◆ EXERCISE OBJECTIVE:
Where does the string "Eichendorffstraße" appear in the records? Copy each line that holds it.

◆ DATA SHOWN:
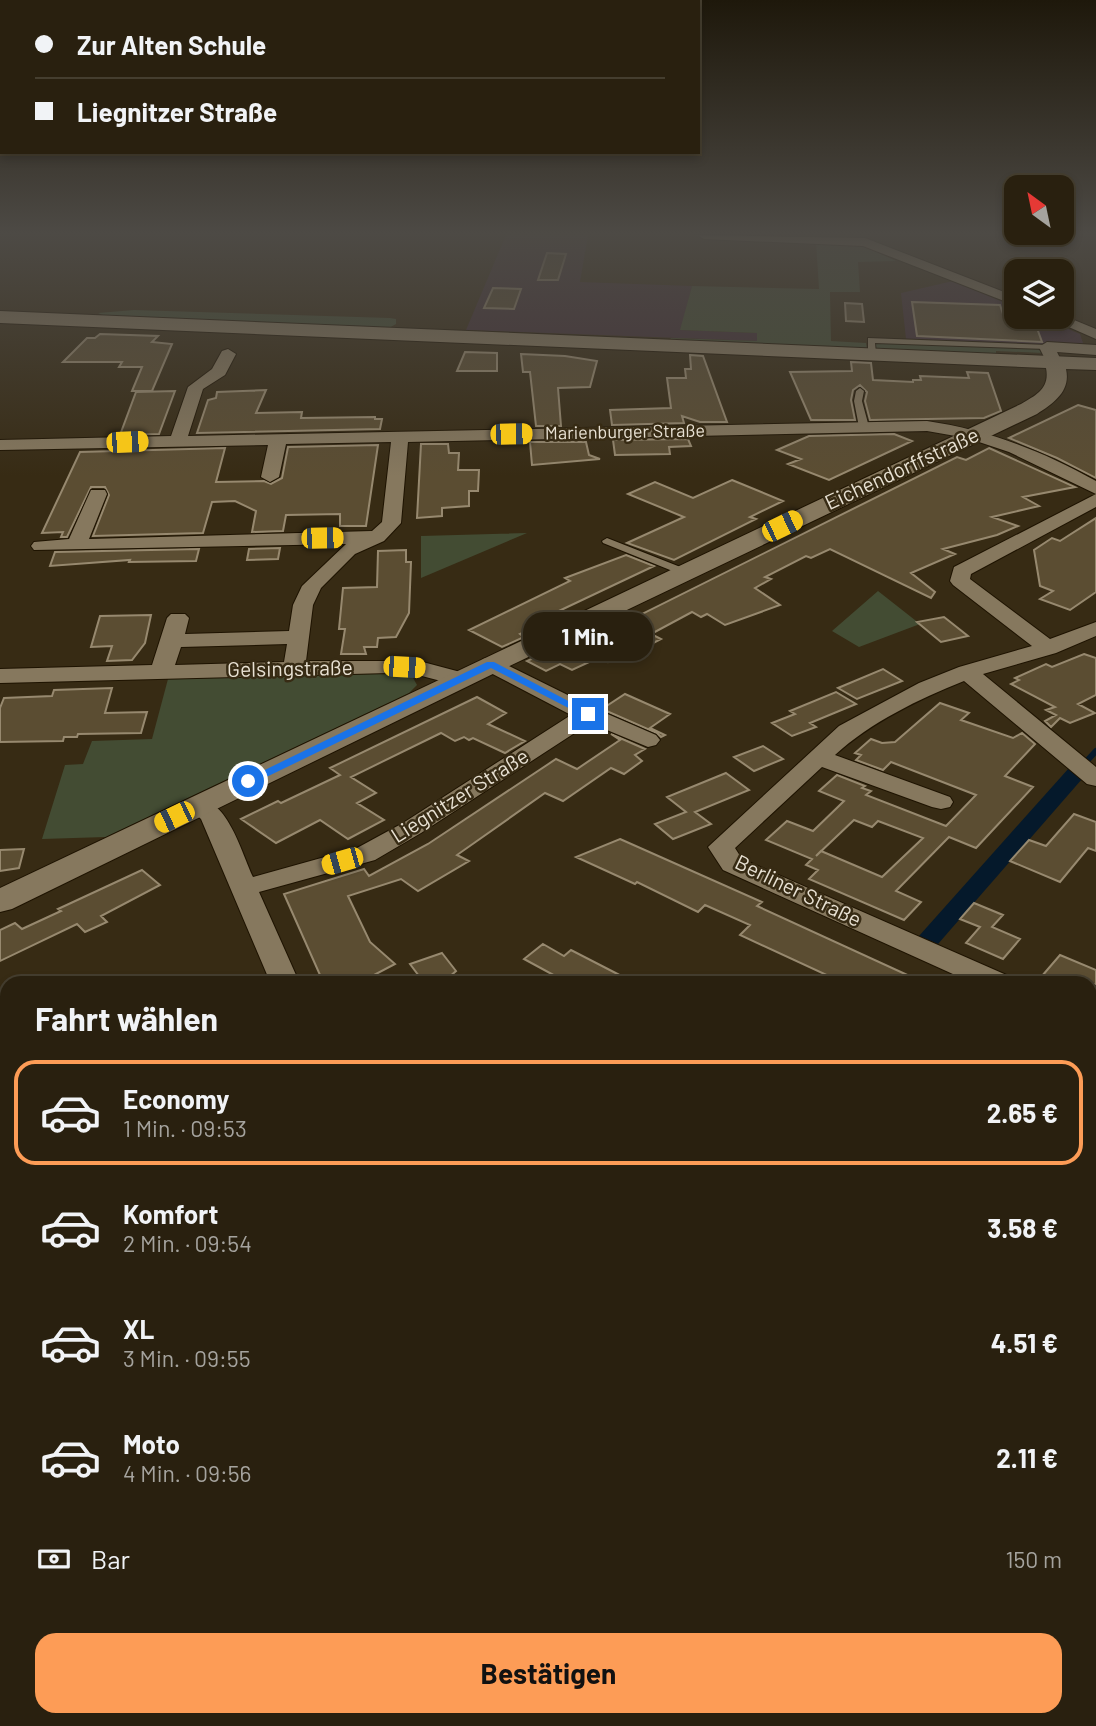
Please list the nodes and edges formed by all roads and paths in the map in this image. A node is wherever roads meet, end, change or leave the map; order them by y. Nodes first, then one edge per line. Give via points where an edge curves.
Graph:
1 (0, 317) edge
2 (1074, 325) edge
3 (1096, 334) edge
4 (1096, 349) edge
5 (228, 354) dead end
6 (1051, 355) junction
7 (1096, 364) edge
8 (860, 391) dead end
9 (864, 427) junction
10 (971, 435) junction
11 (400, 436) junction
12 (278, 439) junction
13 (178, 441) junction
14 (0, 445) edge
15 (270, 477) dead end
16 (1096, 489) edge
17 (98, 494) dead end
18 (1096, 500) edge
19 (377, 537) junction
20 (607, 541) dead end
21 (77, 544) junction
22 (41, 546) dead end
23 (684, 572) junction
24 (178, 618) dead end
25 (1096, 628) edge
26 (298, 637) junction
27 (172, 641) junction
28 (1048, 648) junction
29 (491, 664) junction
30 (294, 669) junction
31 (161, 672) junction
32 (967, 672) junction
33 (0, 676) edge
34 (460, 679) junction
35 (588, 714) junction
36 (648, 740) dead end
37 (817, 757) junction
38 (1096, 779) edge
39 (942, 802) dead end
40 (199, 805) junction
41 (244, 888) junction
42 (0, 901) edge
43 (936, 955) joint
44 (282, 976) edge
45 (982, 976) edge

1 - 6 street via 872,354
2 - 3 street
4 - 6 street
5 - 13 street via 219,372 195,387
6 - 7 street
6 - 10 street, Eichendorffstraße via 1060,376 1040,403
8 - 9 lane
9 - 10 street, Marienburger Straße via 927,426
9 - 11 street, Marienburger Straße
10 - 16 street via 1057,466
10 - 23 street, Eichendorffstraße
11 - 12 street, Marienburger Straße
11 - 19 street via 391,523
12 - 13 street, Marienburger Straße
12 - 15 street
13 - 14 street, Marienburger Straße
17 - 21 street
18 - 28 street via 961,571 960,581
19 - 21 street
19 - 26 street via 348,550 312,586
20 - 23 lane
21 - 22 street
23 - 29 street, Eichendorffstraße
24 - 27 street
25 - 28 street, Berliner Straße
26 - 27 street, Gelsingstraße
26 - 30 street
27 - 31 street
28 - 32 street, Berliner Straße
29 - 34 street, Eichendorffstraße
29 - 35 street
30 - 31 street, Gelsingstraße
30 - 34 street, Gelsingstraße via 419,668
31 - 33 street, Gelsingstraße
32 - 37 street, Berliner Straße via 847,731
32 - 38 street
34 - 40 street, Eichendorffstraße
35 - 36 street
35 - 41 street, Liegnitzer Straße via 366,854
37 - 39 street
37 - 43 street, Berliner Straße via 721,847 732,864
40 - 41 street via 212,814
40 - 42 street, Eichendorffstraße
41 - 44 street
43 - 45 street, Berliner Straße

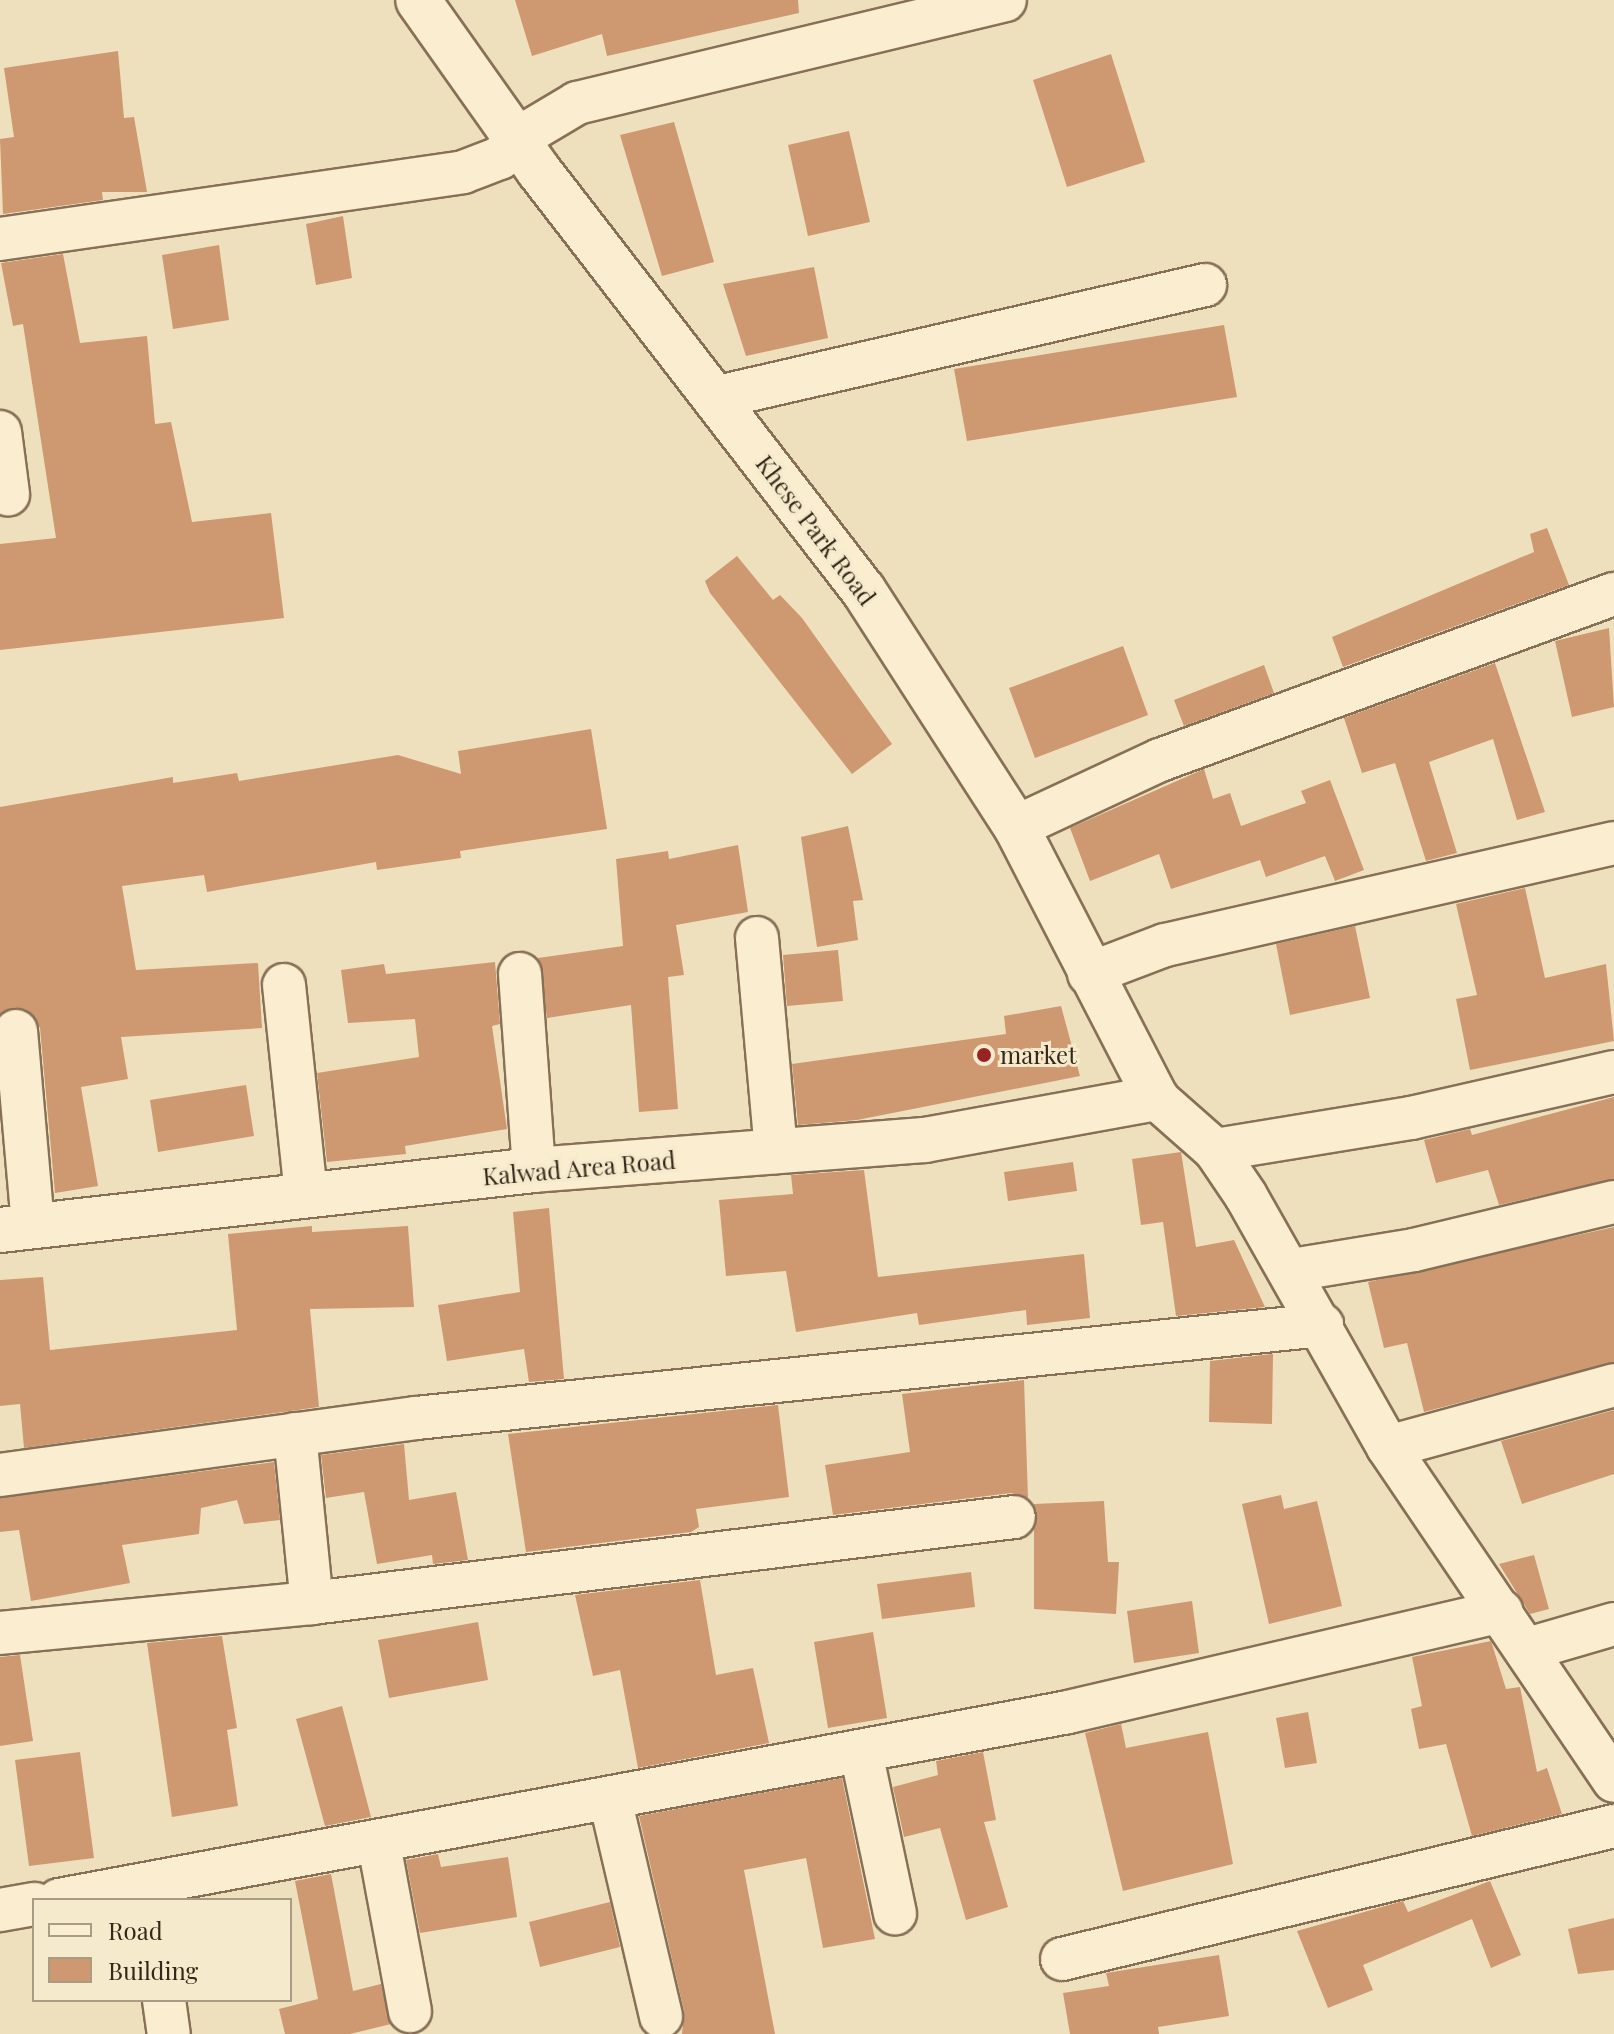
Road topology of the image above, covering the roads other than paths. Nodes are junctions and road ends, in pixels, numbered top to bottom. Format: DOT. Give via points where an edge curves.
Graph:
graph roads {
  1 [pos="418,0"];
  2 [pos="1005,0"];
  3 [pos="933,8"];
  4 [pos="520,137"];
  5 [pos="0,239"];
  6 [pos="1205,285"];
  7 [pos="714,398"];
  8 [pos="0,432"];
  9 [pos="8,494"];
  10 [pos="1614,594"];
  11 [pos="1016,827"];
  12 [pos="1614,843"];
  13 [pos="757,938"];
  14 [pos="520,974"];
  15 [pos="1089,974"];
  16 [pos="284,985"];
  17 [pos="16,1031"];
  18 [pos="1614,1072"];
  19 [pos="1156,1098"];
  20 [pos="1215,1150"];
  21 [pos="776,1152"];
  22 [pos="534,1170"];
  23 [pos="306,1196"];
  24 [pos="1614,1202"];
  25 [pos="16,1228"];
  26 [pos="1292,1270"];
  27 [pos="1322,1325"];
  28 [pos="1614,1385"];
  29 [pos="295,1434"];
  30 [pos="1388,1447"];
  31 [pos="0,1475"];
  32 [pos="1014,1517"];
  33 [pos="312,1603"];
  34 [pos="1501,1611"];
  35 [pos="1614,1624"];
  36 [pos="0,1633"];
  37 [pos="1528,1649"];
  38 [pos="861,1752"];
  39 [pos="1614,1781"];
  40 [pos="611,1803"];
  41 [pos="1614,1826"];
  42 [pos="379,1844"];
  43 [pos="149,1892"];
  44 [pos="82,1898"];
  45 [pos="32,1904"];
  46 [pos="0,1910"];
  47 [pos="895,1913"];
  48 [pos="1062,1959"];
  49 [pos="164,2002"];
  50 [pos="410,2011"];
  51 [pos="661,2016"];
  52 [pos="169,2034"];
  1 -- 4 [label="street, Khese Park Road"];
  2 -- 3 [label="street"];
  3 -- 4 [label="street" via="577,103"];
  4 -- 5 [label="street" via="500,158 463,172"];
  4 -- 7 [label="street, Khese Park Road" via="539,171"];
  6 -- 7 [label="street"];
  7 -- 11 [label="street, Khese Park Road" via="863,590"];
  8 -- 9 [label="street"];
  10 -- 11 [label="street" via="1160,760"];
  11 -- 15 [label="street, Khese Park Road"];
  12 -- 15 [label="street" via="1165,945"];
  13 -- 21 [label="street"];
  14 -- 22 [label="street"];
  15 -- 19 [label="street, Khese Park Road"];
  16 -- 23 [label="street"];
  17 -- 25 [label="street"];
  18 -- 20 [label="street" via="1411,1118"];
  19 -- 20 [label="street"];
  19 -- 21 [label="street, Kalwad Area Road" via="925,1140"];
  20 -- 26 [label="street"];
  21 -- 22 [label="street, Kalwad Area Road"];
  22 -- 23 [label="street, Kalwad Area Road"];
  23 -- 25 [label="street, Kalwad Area Road"];
  24 -- 26 [label="street" via="1414,1250"];
  26 -- 27 [label="street"];
  27 -- 29 [label="street"];
  27 -- 30 [label="street"];
  28 -- 30 [label="street"];
  29 -- 31 [label="street"];
  29 -- 33 [label="street"];
  30 -- 34 [label="street"];
  32 -- 33 [label="street"];
  33 -- 36 [label="street"];
  34 -- 37 [label="street"];
  34 -- 38 [label="street" via="1068,1712"];
  35 -- 37 [label="street"];
  37 -- 39 [label="street"];
  38 -- 40 [label="street"];
  38 -- 47 [label="street"];
  40 -- 42 [label="street"];
  40 -- 51 [label="street"];
  41 -- 48 [label="street"];
  42 -- 43 [label="street"];
  42 -- 50 [label="street"];
  43 -- 44 [label="street"];
  45 -- 46 [label="street"];
  49 -- 52 [label="street"];
}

◆ YOUR SOLUTION:
6 - 10 street, Eichendorffstraße via 1060,376 1040,403
10 - 23 street, Eichendorffstraße
23 - 29 street, Eichendorffstraße
29 - 34 street, Eichendorffstraße
34 - 40 street, Eichendorffstraße
40 - 42 street, Eichendorffstraße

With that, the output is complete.